DATA SUPPLIED START

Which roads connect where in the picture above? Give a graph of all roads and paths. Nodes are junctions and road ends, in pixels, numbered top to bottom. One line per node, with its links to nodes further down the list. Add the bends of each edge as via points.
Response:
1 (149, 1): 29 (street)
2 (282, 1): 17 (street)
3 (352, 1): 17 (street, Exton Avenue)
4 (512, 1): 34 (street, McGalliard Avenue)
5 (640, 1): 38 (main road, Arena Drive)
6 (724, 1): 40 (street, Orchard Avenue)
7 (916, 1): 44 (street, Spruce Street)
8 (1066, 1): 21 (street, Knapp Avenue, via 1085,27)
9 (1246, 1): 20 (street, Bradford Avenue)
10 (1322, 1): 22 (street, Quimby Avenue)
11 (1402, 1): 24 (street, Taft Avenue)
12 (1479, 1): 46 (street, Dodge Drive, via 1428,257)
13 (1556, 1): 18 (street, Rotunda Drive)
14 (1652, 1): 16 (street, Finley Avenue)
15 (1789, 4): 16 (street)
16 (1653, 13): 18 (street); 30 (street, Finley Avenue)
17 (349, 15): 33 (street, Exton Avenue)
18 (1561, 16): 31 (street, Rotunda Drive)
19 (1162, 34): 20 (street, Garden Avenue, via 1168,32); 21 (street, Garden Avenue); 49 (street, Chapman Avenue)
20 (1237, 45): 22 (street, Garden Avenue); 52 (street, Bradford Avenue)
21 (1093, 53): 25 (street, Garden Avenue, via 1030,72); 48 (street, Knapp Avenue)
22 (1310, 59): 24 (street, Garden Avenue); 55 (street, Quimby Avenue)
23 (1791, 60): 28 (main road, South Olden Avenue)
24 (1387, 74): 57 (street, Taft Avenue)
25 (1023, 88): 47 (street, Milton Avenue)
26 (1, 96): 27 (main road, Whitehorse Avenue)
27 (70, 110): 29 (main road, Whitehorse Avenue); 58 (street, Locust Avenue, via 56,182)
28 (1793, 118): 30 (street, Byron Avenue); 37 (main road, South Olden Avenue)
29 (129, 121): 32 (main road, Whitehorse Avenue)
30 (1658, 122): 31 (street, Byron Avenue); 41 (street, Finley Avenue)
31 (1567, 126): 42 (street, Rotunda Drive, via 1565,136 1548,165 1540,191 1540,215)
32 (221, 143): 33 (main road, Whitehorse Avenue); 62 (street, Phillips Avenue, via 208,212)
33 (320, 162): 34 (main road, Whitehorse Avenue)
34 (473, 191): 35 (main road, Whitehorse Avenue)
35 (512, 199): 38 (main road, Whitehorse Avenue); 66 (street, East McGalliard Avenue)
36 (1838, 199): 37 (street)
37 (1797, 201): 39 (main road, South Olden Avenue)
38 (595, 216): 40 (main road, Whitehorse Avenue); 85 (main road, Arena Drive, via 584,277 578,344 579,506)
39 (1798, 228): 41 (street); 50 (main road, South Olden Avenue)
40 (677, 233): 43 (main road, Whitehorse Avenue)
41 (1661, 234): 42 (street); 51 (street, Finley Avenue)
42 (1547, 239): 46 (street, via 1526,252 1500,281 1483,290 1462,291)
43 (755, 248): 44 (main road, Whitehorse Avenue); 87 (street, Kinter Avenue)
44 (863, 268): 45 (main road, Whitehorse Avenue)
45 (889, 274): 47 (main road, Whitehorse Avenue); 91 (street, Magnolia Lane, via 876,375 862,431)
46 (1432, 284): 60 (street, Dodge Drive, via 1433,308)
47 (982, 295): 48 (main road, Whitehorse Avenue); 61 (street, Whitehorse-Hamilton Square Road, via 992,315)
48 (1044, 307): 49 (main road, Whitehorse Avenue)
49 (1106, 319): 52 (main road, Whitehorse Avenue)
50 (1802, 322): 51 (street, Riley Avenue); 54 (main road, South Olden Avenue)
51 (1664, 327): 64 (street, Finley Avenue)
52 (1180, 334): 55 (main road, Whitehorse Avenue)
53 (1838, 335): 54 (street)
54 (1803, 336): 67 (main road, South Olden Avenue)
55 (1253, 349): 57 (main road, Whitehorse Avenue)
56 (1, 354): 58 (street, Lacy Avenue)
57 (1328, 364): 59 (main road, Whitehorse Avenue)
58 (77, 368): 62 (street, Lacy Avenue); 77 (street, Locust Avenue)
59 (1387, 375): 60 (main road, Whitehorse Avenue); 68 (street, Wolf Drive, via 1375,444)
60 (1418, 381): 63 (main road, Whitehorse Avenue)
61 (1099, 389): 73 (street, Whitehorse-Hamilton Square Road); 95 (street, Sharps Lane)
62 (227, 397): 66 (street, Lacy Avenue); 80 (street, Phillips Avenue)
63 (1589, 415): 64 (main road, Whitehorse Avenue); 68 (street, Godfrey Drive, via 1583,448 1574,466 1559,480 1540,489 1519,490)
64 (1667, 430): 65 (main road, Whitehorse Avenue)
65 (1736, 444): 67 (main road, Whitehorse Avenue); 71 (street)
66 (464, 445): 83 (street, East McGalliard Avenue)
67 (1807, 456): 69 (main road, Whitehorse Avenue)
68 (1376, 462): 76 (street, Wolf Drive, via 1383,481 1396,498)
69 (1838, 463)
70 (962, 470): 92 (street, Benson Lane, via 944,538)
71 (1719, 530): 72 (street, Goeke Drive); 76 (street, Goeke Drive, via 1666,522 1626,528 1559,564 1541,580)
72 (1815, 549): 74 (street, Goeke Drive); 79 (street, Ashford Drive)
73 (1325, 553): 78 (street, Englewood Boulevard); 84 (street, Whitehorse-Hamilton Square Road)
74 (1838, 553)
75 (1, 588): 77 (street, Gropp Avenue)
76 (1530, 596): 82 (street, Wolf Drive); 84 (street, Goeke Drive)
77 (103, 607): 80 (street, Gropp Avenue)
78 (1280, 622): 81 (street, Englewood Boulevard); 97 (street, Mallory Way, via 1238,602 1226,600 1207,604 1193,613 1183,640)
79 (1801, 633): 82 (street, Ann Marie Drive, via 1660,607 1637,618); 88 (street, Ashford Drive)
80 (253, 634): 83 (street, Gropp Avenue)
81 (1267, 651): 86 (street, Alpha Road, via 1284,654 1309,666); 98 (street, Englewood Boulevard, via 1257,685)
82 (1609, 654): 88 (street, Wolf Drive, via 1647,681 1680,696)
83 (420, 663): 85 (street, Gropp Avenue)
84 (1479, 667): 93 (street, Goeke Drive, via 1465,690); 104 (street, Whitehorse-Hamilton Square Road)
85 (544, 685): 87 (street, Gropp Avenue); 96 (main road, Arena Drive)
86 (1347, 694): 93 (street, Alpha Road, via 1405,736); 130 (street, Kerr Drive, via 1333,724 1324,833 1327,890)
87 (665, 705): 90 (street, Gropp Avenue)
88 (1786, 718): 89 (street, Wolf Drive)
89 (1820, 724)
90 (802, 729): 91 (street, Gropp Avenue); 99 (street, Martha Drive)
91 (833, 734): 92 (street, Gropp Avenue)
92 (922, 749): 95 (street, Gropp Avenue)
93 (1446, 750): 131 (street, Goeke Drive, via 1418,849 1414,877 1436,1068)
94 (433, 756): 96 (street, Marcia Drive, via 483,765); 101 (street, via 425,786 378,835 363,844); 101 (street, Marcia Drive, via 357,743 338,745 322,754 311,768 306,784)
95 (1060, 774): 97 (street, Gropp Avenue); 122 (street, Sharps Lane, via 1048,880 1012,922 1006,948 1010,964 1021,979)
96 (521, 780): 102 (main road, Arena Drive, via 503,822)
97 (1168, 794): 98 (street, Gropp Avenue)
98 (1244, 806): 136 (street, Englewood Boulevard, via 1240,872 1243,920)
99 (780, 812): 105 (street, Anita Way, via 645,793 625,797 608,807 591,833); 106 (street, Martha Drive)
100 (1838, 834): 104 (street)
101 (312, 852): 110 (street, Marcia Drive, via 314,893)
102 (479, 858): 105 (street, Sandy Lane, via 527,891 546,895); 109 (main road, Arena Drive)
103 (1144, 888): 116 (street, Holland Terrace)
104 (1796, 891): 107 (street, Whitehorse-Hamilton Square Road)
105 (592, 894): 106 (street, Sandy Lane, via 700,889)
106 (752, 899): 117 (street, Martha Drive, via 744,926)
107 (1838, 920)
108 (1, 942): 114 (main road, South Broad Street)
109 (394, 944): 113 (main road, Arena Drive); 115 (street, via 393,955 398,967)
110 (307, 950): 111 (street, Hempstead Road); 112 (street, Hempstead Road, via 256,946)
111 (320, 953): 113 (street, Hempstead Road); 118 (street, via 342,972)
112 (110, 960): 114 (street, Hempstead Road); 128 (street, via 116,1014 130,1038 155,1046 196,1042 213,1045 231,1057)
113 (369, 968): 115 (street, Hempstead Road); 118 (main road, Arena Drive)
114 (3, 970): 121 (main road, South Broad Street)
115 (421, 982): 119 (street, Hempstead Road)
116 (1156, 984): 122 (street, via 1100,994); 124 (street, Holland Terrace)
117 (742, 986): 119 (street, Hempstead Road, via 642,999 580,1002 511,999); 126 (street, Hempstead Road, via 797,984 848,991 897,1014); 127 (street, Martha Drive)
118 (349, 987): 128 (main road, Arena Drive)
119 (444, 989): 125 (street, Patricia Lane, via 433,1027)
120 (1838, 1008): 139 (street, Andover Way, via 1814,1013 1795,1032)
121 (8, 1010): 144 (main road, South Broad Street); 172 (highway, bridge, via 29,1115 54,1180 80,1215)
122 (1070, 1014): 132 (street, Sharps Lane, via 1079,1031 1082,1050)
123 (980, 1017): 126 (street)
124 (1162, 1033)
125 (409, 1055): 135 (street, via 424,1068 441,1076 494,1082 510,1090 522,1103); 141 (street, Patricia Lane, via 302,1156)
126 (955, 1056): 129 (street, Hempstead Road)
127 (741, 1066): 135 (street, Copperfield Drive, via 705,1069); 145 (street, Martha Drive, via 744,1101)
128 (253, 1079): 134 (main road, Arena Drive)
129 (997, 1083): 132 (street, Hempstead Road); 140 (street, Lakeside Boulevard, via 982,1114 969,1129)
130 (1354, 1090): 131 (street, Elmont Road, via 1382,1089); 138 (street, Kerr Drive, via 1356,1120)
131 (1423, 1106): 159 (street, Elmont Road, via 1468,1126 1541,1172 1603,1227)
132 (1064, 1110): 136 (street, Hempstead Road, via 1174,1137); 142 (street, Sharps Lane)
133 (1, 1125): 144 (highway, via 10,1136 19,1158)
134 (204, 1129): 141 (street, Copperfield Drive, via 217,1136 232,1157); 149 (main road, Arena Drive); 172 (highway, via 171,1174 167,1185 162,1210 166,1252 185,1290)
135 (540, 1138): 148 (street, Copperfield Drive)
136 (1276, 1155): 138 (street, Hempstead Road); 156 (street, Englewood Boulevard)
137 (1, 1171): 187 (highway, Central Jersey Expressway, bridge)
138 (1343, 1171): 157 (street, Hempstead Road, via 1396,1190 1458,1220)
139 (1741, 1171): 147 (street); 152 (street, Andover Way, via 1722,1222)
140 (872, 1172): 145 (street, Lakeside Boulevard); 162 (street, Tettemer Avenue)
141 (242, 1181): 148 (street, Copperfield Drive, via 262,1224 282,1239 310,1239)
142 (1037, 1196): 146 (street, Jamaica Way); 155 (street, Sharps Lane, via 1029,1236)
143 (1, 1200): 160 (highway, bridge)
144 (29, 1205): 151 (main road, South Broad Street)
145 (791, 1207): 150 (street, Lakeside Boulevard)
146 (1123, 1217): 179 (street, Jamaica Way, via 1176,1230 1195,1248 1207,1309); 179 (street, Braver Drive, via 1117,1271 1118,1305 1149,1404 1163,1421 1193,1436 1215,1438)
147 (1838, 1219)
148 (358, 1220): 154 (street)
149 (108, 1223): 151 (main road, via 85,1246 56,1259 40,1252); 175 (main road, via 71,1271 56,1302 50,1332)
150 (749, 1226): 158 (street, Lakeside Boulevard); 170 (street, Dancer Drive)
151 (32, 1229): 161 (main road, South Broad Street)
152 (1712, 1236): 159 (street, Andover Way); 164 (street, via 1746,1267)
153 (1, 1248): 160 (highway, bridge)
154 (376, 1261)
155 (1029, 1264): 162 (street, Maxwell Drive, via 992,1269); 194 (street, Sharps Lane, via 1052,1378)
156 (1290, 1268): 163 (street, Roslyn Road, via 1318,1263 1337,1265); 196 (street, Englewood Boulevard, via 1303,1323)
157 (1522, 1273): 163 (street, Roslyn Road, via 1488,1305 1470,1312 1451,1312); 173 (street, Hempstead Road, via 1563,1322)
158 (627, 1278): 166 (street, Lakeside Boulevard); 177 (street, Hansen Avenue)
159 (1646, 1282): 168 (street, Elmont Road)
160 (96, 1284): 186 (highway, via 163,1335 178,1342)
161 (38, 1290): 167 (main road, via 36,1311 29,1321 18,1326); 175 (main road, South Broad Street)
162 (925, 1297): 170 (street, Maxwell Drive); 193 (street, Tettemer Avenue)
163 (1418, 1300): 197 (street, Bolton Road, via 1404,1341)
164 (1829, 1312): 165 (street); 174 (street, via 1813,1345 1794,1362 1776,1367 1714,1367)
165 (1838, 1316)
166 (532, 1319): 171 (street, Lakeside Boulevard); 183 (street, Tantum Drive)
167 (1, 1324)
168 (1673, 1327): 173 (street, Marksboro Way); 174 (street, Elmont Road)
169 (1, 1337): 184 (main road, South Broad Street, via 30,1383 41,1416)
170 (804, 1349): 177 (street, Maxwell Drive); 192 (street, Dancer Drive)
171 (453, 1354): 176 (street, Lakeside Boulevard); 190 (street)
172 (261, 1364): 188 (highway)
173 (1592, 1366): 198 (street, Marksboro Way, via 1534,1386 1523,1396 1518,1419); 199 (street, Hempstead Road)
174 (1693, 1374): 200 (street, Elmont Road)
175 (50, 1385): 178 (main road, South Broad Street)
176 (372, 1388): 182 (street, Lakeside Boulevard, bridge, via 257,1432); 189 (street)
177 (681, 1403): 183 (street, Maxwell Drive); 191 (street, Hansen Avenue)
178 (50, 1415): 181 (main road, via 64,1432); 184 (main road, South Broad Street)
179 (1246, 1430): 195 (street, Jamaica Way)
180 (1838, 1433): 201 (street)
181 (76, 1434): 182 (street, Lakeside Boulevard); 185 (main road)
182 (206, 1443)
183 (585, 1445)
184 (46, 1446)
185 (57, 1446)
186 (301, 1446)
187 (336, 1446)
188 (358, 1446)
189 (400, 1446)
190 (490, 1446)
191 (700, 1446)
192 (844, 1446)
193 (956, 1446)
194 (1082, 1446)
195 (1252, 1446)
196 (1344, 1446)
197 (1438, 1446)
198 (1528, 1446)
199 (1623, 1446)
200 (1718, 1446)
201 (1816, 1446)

DATA SUPPLIED END

TASK INSTRUCTIONS: If a line in the entries includes the word "Maxwell", copy that line out.

YOUR RESPONSE:
155 (1029, 1264): 162 (street, Maxwell Drive, via 992,1269); 194 (street, Sharps Lane, via 1052,1378)
162 (925, 1297): 170 (street, Maxwell Drive); 193 (street, Tettemer Avenue)
170 (804, 1349): 177 (street, Maxwell Drive); 192 (street, Dancer Drive)
177 (681, 1403): 183 (street, Maxwell Drive); 191 (street, Hansen Avenue)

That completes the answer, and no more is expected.